Wir wünschen uns unter anderem auch, dass das System der Integrationshilfen und Kita-/Schulassistenzen auf besser Beine gestellt wird. Es ist unheimlich schwierig, Integrationshilfen zu bekommen, denn die Arbeitsbedingungen sind sehr verbesserungswürdig. Es ist ein Unding, dass I-Kräfte kein Gehalt erhalten, sobald das Kind krankheitsbedingt nicht in die Kita oder Schule geht. Dabei sind gerade behinderte Kinder häufiger im Krankenhaus. Wir könnten die Liste unserer Wünsche hier vermutlich unendlich weiterführen, aber das würde den Rahmen sprengen.
Was wünscht ihr anderen betroffenen Familien?
Anderen betroffenen Familien wünschen wir mehr Unterstützung als wir sie gehabt haben, gerade in der Anfangszeit mit behindertem Kind. Zugang zu etablierten Beratungen, Netzwerken und Hilfen, Anlaufstellen für Sorgen und Ängste.

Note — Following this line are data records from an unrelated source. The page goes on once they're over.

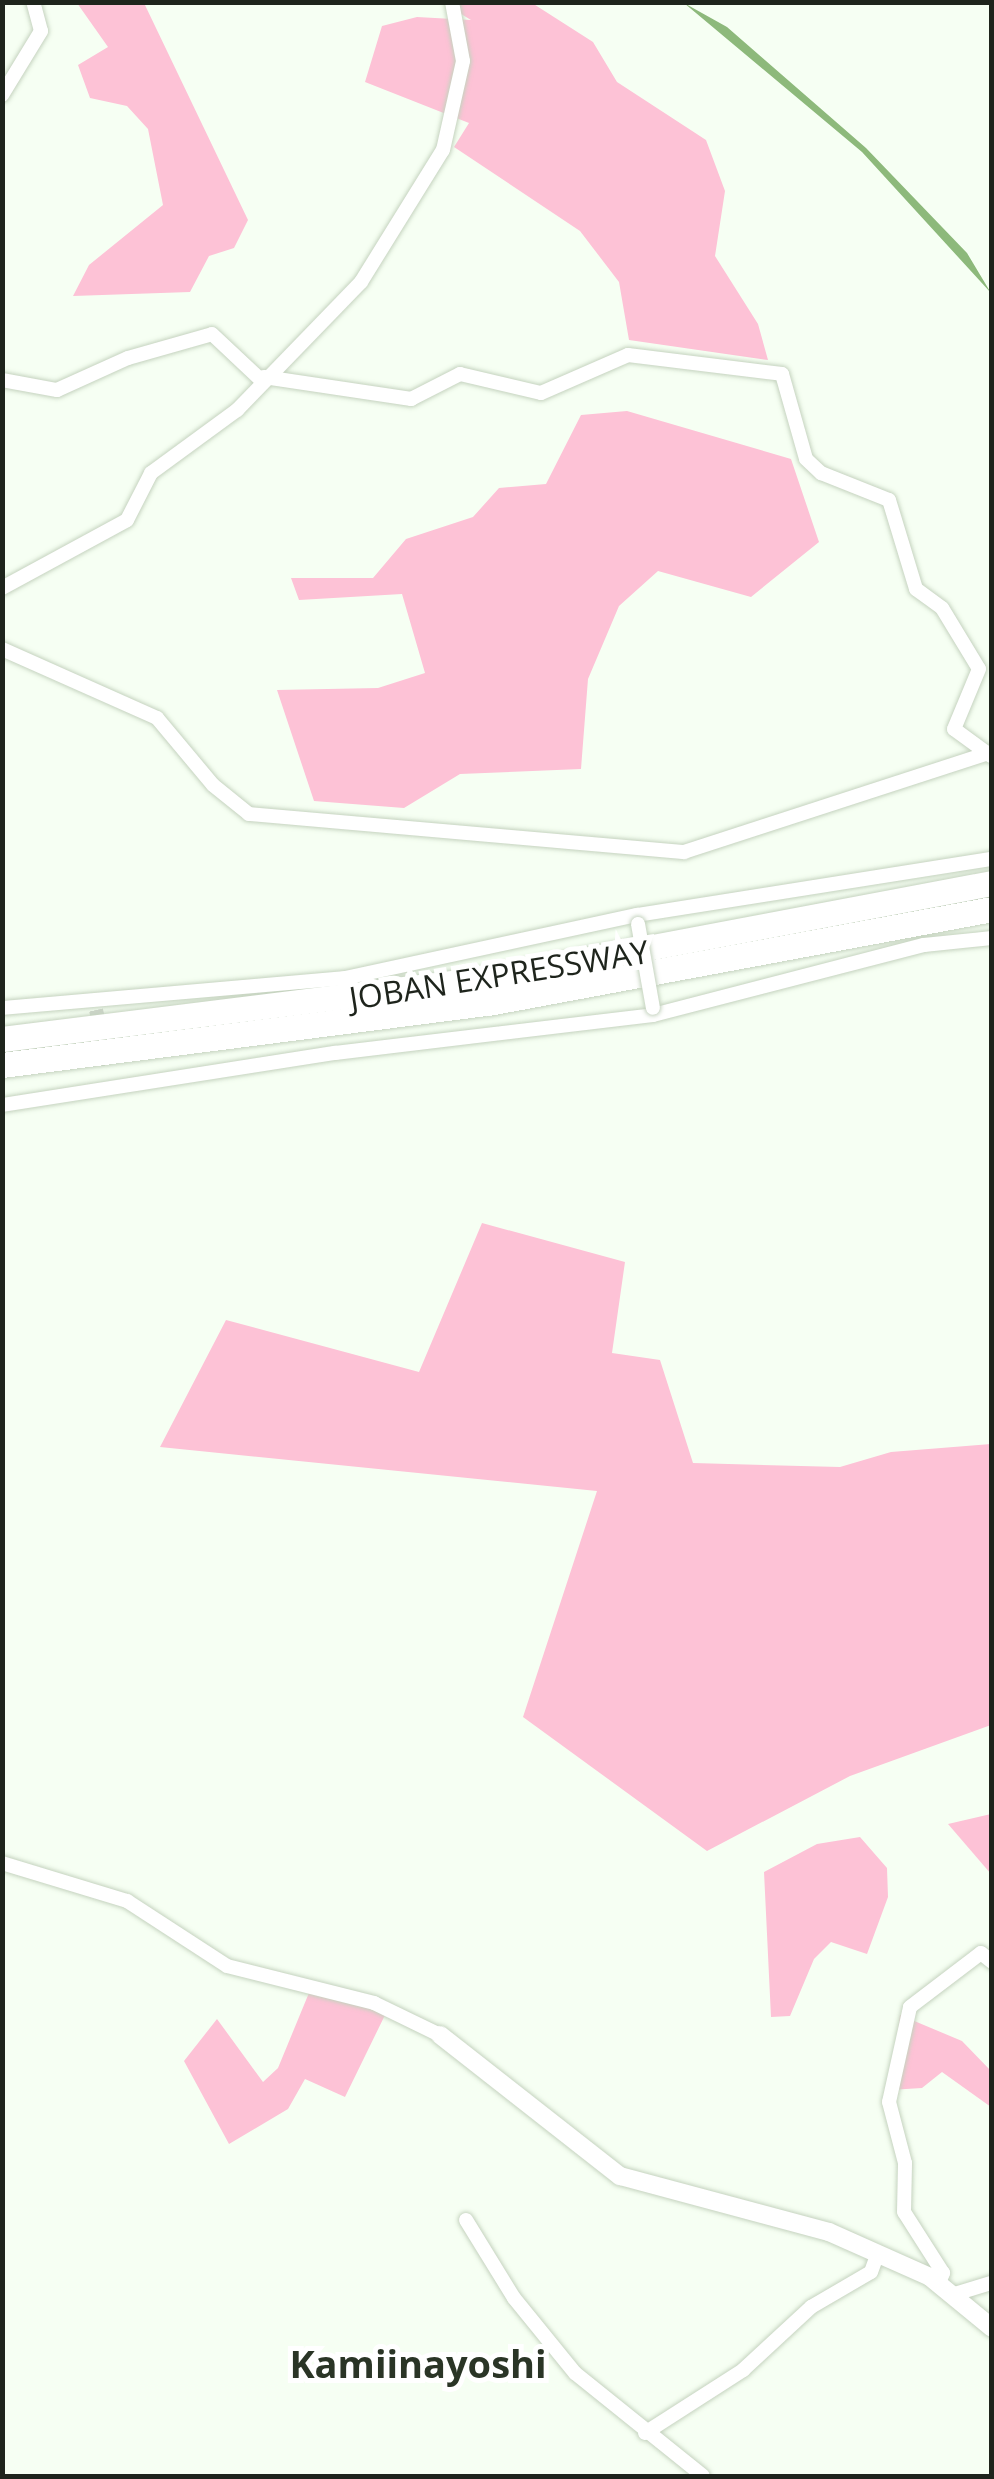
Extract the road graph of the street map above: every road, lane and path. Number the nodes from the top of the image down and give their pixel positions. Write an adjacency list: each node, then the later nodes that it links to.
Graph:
1 (34, 2): 3 (street)
2 (452, 2): 4 (street)
3 (2, 95)
4 (263, 379): 5 (street); 6 (street); 8 (street)
5 (2, 380)
6 (2, 588)
7 (2, 649): 8 (street)
8 (990, 755)
9 (992, 860): 12 (street)
10 (992, 883): 16 (highway, JOBAN EXPRESSWAY)
11 (992, 909): 17 (highway, JOBAN EXPRESSWAY)
12 (637, 920): 14 (street); 15 (street, bridge)
13 (992, 938): 15 (street)
14 (2, 1008)
15 (653, 1011): 19 (street)
16 (2, 1039)
17 (2, 1066)
18 (110, 1070): 19 (street)
19 (114, 1088): 20 (street)
20 (2, 1106)
21 (2, 1862): 23 (street)
22 (992, 1962): 27 (street)
23 (440, 2035): 25 (street)
24 (466, 2220): 29 (street)
25 (878, 2254): 27 (street); 29 (street)
26 (992, 2283): 27 (street)
27 (947, 2288): 28 (street)
28 (992, 2328)
29 (645, 2433): 30 (street)
30 (704, 2476)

Ebenso wünschen wir anderen Familien einen ebenso aufgeschlossenen und interessierten Kreis von Familie, Freunden, Bekannten, die sich nicht abwenden und erkennen, dass Behinderung jeden jederzeit treffen kann und, dass auch ein behindertes Kind selbstverständlich zur Gesellschaft dazu gehört.
Was wünscht ihr euch?
Wir wünschen uns für Fritzi, dass sie irgendwann sitzen, stehen, laufen und greifen kann. Dass sie einen Weg findet, zu kommunizieren. Auch wäre ein klein wenig Selbständigkeit etwas, was wir uns für sie wünschen.
Wir Mamas wünschen uns zum einen mehr Unterstützung von Seiten der Politik und Gesellschaft, und weniger Hürden, die die Krankenkasse und Pflegeversicherung einem in den Weg stellen. Fritzi hat mit 2 Jahren bereits eine Rechtsanwältin. Zum anderen wünschen wir uns mehr Auszeiten, Kraft und Gesundheit. Denn, wenn eine von uns ausfällt, bricht das ganze System zusammen, daher hoffen wir, dass es noch lange so funktioniert wie jetzt.
3 comments
İch fühle mit euch. Von Herzen wünsche ich euch Kraft, euren Alltag zu bestreiten und für eure Maus da zu sein. Artikel wie diese haben mich dazu bewegt, mich viel mehr mit den von euch genannten Themen auseinander zu setzen und mich zu engagieren, damit sich etwas bewegt. Vielleicht fühlt sich auch die ein oder andere Person angesprochen, zusammen sollte es möglich sein, Lebenswelten von betroffenen Familien zu verbessern.
Von Herzen alles Liebe und Gute für eure Familie, ich schließe euch in meine Gebete ein.
Auch wenn wir uns nicht kennen, drücke ich euch lieb in Gedanken.
immer, wenn ich mit behinderten Menschen oder ihren Angehörigen spreche oder Berichte lese, kommt genau dieser Wunsch, dass die Behörden ihnen das Leben nicht noch schwerer machen sollen.
das ist doch unfassbar! die Bürokratie ist ja für Durchschnitts-Menschen mit Durchschnitts-Problemen schon ein Ärgernis aber Menschen mit Behinderungen haben doch ohnehin schon genug auf den Teller, warum müssen sie dann für jede Kleinigkeit kompliziert Hilfe und Zuschüsse beantragen?
Was kann man gegen diesen Wahnsinn machen??
Bewundernswert, wie ihr euren Alltag stemmt. 👍Euch viel Kraft weiterhin. Ich wünsche euch für die Zukunft, dass alles runder läuft und euch weniger „behördliche Hürden“ im Wege stehen.